Saved entries:

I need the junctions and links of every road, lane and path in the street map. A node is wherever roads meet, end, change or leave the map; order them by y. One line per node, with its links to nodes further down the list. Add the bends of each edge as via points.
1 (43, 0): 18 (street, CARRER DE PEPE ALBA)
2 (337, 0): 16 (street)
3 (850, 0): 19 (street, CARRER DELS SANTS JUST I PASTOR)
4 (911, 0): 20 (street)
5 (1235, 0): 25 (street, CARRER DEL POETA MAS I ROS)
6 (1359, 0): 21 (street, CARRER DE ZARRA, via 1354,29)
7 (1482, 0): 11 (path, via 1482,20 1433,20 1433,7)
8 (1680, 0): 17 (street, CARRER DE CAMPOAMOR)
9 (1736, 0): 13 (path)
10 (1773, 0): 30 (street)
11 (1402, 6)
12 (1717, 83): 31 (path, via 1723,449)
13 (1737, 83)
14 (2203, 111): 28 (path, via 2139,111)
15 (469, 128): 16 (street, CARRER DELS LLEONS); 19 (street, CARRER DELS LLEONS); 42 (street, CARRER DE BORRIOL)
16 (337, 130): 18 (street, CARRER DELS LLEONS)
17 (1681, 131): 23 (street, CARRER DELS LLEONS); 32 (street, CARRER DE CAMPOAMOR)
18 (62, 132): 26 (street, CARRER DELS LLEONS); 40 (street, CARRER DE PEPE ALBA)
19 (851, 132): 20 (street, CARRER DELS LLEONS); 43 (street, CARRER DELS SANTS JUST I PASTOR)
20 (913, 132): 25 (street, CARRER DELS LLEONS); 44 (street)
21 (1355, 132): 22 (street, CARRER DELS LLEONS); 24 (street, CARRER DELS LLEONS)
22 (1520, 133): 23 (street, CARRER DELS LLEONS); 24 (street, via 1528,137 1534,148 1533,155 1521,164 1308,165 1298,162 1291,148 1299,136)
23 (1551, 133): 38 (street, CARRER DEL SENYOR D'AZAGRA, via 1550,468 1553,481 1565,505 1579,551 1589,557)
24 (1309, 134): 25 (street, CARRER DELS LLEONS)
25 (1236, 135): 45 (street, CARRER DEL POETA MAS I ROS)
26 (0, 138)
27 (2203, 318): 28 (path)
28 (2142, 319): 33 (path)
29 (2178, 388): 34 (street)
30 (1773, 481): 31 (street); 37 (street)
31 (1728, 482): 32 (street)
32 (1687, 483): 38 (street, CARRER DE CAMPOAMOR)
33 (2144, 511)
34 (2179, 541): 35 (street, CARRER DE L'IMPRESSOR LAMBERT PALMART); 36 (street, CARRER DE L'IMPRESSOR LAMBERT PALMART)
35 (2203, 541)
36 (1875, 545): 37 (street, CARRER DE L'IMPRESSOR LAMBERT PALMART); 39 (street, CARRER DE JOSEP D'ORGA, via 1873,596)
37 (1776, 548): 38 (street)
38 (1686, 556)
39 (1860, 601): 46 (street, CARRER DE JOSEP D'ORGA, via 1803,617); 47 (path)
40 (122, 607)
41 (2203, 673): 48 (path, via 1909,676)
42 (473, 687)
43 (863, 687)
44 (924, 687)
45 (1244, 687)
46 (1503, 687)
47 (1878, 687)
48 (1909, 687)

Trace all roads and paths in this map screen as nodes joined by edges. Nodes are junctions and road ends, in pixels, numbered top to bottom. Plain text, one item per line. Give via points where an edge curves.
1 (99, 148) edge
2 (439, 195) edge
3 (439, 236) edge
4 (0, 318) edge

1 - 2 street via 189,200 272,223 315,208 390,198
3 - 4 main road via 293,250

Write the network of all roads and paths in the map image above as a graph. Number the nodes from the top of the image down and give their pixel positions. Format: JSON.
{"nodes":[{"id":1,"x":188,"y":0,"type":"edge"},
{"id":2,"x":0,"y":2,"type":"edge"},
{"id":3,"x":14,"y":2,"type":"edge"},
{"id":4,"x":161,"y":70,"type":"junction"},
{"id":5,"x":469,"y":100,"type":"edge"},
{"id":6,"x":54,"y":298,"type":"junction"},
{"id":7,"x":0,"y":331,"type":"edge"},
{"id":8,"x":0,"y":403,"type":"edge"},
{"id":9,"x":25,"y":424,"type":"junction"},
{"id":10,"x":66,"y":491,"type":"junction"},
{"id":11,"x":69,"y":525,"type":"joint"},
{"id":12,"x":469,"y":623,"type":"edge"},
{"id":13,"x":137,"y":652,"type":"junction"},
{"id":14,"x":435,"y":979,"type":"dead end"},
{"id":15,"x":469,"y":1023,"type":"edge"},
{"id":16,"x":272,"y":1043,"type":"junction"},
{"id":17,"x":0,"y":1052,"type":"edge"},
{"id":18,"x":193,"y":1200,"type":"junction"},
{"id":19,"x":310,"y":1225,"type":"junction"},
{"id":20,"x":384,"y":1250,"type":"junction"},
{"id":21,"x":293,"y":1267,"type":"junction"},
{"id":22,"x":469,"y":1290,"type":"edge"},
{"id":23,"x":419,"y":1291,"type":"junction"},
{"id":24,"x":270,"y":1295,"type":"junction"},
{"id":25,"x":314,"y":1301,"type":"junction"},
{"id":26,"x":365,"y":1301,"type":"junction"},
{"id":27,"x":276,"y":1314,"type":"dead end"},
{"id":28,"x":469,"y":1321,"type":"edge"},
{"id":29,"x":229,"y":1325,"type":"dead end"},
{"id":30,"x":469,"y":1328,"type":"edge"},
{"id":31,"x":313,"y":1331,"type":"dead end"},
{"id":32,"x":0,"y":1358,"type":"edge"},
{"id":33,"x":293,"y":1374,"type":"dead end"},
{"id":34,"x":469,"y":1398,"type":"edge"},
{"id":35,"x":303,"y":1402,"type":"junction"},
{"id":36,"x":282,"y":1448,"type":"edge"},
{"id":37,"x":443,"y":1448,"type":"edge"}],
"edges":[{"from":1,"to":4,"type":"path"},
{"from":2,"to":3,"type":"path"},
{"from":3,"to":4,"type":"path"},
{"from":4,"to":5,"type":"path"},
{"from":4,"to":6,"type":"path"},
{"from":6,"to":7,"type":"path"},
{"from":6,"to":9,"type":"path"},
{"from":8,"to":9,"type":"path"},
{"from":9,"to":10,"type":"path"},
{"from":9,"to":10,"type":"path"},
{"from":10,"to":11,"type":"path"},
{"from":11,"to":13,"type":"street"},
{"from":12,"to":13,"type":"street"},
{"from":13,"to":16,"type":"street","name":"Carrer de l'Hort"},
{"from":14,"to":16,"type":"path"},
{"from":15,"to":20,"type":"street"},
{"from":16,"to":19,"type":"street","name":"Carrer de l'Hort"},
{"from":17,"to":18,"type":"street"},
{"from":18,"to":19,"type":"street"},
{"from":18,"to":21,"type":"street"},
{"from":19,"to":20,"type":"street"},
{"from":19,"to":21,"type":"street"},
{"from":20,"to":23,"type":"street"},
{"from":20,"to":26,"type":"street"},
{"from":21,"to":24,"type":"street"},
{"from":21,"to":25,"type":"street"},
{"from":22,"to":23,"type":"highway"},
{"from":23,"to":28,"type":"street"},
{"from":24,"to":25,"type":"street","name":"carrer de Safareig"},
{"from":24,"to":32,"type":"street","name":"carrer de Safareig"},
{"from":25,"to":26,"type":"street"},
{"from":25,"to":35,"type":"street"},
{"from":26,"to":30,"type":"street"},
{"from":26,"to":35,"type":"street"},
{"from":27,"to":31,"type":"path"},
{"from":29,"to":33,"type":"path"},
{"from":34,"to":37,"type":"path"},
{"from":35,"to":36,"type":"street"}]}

PROBLEM DETAILS:
Write down all the entries again without a single difference.

RESPONSE:
I need the junctions and links of every road, lane and path in the street map. A node is wherever roads meet, end, change or leave the map; order them by y. One line per node, with its links to nodes further down the list. Add the bends of each edge as via points.
1 (43, 0): 18 (street, CARRER DE PEPE ALBA)
2 (337, 0): 16 (street)
3 (850, 0): 19 (street, CARRER DELS SANTS JUST I PASTOR)
4 (911, 0): 20 (street)
5 (1235, 0): 25 (street, CARRER DEL POETA MAS I ROS)
6 (1359, 0): 21 (street, CARRER DE ZARRA, via 1354,29)
7 (1482, 0): 11 (path, via 1482,20 1433,20 1433,7)
8 (1680, 0): 17 (street, CARRER DE CAMPOAMOR)
9 (1736, 0): 13 (path)
10 (1773, 0): 30 (street)
11 (1402, 6)
12 (1717, 83): 31 (path, via 1723,449)
13 (1737, 83)
14 (2203, 111): 28 (path, via 2139,111)
15 (469, 128): 16 (street, CARRER DELS LLEONS); 19 (street, CARRER DELS LLEONS); 42 (street, CARRER DE BORRIOL)
16 (337, 130): 18 (street, CARRER DELS LLEONS)
17 (1681, 131): 23 (street, CARRER DELS LLEONS); 32 (street, CARRER DE CAMPOAMOR)
18 (62, 132): 26 (street, CARRER DELS LLEONS); 40 (street, CARRER DE PEPE ALBA)
19 (851, 132): 20 (street, CARRER DELS LLEONS); 43 (street, CARRER DELS SANTS JUST I PASTOR)
20 (913, 132): 25 (street, CARRER DELS LLEONS); 44 (street)
21 (1355, 132): 22 (street, CARRER DELS LLEONS); 24 (street, CARRER DELS LLEONS)
22 (1520, 133): 23 (street, CARRER DELS LLEONS); 24 (street, via 1528,137 1534,148 1533,155 1521,164 1308,165 1298,162 1291,148 1299,136)
23 (1551, 133): 38 (street, CARRER DEL SENYOR D'AZAGRA, via 1550,468 1553,481 1565,505 1579,551 1589,557)
24 (1309, 134): 25 (street, CARRER DELS LLEONS)
25 (1236, 135): 45 (street, CARRER DEL POETA MAS I ROS)
26 (0, 138)
27 (2203, 318): 28 (path)
28 (2142, 319): 33 (path)
29 (2178, 388): 34 (street)
30 (1773, 481): 31 (street); 37 (street)
31 (1728, 482): 32 (street)
32 (1687, 483): 38 (street, CARRER DE CAMPOAMOR)
33 (2144, 511)
34 (2179, 541): 35 (street, CARRER DE L'IMPRESSOR LAMBERT PALMART); 36 (street, CARRER DE L'IMPRESSOR LAMBERT PALMART)
35 (2203, 541)
36 (1875, 545): 37 (street, CARRER DE L'IMPRESSOR LAMBERT PALMART); 39 (street, CARRER DE JOSEP D'ORGA, via 1873,596)
37 (1776, 548): 38 (street)
38 (1686, 556)
39 (1860, 601): 46 (street, CARRER DE JOSEP D'ORGA, via 1803,617); 47 (path)
40 (122, 607)
41 (2203, 673): 48 (path, via 1909,676)
42 (473, 687)
43 (863, 687)
44 (924, 687)
45 (1244, 687)
46 (1503, 687)
47 (1878, 687)
48 (1909, 687)

Trace all roads and paths in this map screen as nodes joined by edges. Nodes are junctions and road ends, in pixels, numbered top to bottom. Plain text, one item per line. Give via points where an edge curves.
1 (99, 148) edge
2 (439, 195) edge
3 (439, 236) edge
4 (0, 318) edge

1 - 2 street via 189,200 272,223 315,208 390,198
3 - 4 main road via 293,250

Write the network of all roads and paths in the map image above as a graph. Number the nodes from the top of the image down and give their pixel positions. Format: JSON.
{"nodes":[{"id":1,"x":188,"y":0,"type":"edge"},
{"id":2,"x":0,"y":2,"type":"edge"},
{"id":3,"x":14,"y":2,"type":"edge"},
{"id":4,"x":161,"y":70,"type":"junction"},
{"id":5,"x":469,"y":100,"type":"edge"},
{"id":6,"x":54,"y":298,"type":"junction"},
{"id":7,"x":0,"y":331,"type":"edge"},
{"id":8,"x":0,"y":403,"type":"edge"},
{"id":9,"x":25,"y":424,"type":"junction"},
{"id":10,"x":66,"y":491,"type":"junction"},
{"id":11,"x":69,"y":525,"type":"joint"},
{"id":12,"x":469,"y":623,"type":"edge"},
{"id":13,"x":137,"y":652,"type":"junction"},
{"id":14,"x":435,"y":979,"type":"dead end"},
{"id":15,"x":469,"y":1023,"type":"edge"},
{"id":16,"x":272,"y":1043,"type":"junction"},
{"id":17,"x":0,"y":1052,"type":"edge"},
{"id":18,"x":193,"y":1200,"type":"junction"},
{"id":19,"x":310,"y":1225,"type":"junction"},
{"id":20,"x":384,"y":1250,"type":"junction"},
{"id":21,"x":293,"y":1267,"type":"junction"},
{"id":22,"x":469,"y":1290,"type":"edge"},
{"id":23,"x":419,"y":1291,"type":"junction"},
{"id":24,"x":270,"y":1295,"type":"junction"},
{"id":25,"x":314,"y":1301,"type":"junction"},
{"id":26,"x":365,"y":1301,"type":"junction"},
{"id":27,"x":276,"y":1314,"type":"dead end"},
{"id":28,"x":469,"y":1321,"type":"edge"},
{"id":29,"x":229,"y":1325,"type":"dead end"},
{"id":30,"x":469,"y":1328,"type":"edge"},
{"id":31,"x":313,"y":1331,"type":"dead end"},
{"id":32,"x":0,"y":1358,"type":"edge"},
{"id":33,"x":293,"y":1374,"type":"dead end"},
{"id":34,"x":469,"y":1398,"type":"edge"},
{"id":35,"x":303,"y":1402,"type":"junction"},
{"id":36,"x":282,"y":1448,"type":"edge"},
{"id":37,"x":443,"y":1448,"type":"edge"}],
"edges":[{"from":1,"to":4,"type":"path"},
{"from":2,"to":3,"type":"path"},
{"from":3,"to":4,"type":"path"},
{"from":4,"to":5,"type":"path"},
{"from":4,"to":6,"type":"path"},
{"from":6,"to":7,"type":"path"},
{"from":6,"to":9,"type":"path"},
{"from":8,"to":9,"type":"path"},
{"from":9,"to":10,"type":"path"},
{"from":9,"to":10,"type":"path"},
{"from":10,"to":11,"type":"path"},
{"from":11,"to":13,"type":"street"},
{"from":12,"to":13,"type":"street"},
{"from":13,"to":16,"type":"street","name":"Carrer de l'Hort"},
{"from":14,"to":16,"type":"path"},
{"from":15,"to":20,"type":"street"},
{"from":16,"to":19,"type":"street","name":"Carrer de l'Hort"},
{"from":17,"to":18,"type":"street"},
{"from":18,"to":19,"type":"street"},
{"from":18,"to":21,"type":"street"},
{"from":19,"to":20,"type":"street"},
{"from":19,"to":21,"type":"street"},
{"from":20,"to":23,"type":"street"},
{"from":20,"to":26,"type":"street"},
{"from":21,"to":24,"type":"street"},
{"from":21,"to":25,"type":"street"},
{"from":22,"to":23,"type":"highway"},
{"from":23,"to":28,"type":"street"},
{"from":24,"to":25,"type":"street","name":"carrer de Safareig"},
{"from":24,"to":32,"type":"street","name":"carrer de Safareig"},
{"from":25,"to":26,"type":"street"},
{"from":25,"to":35,"type":"street"},
{"from":26,"to":30,"type":"street"},
{"from":26,"to":35,"type":"street"},
{"from":27,"to":31,"type":"path"},
{"from":29,"to":33,"type":"path"},
{"from":34,"to":37,"type":"path"},
{"from":35,"to":36,"type":"street"}]}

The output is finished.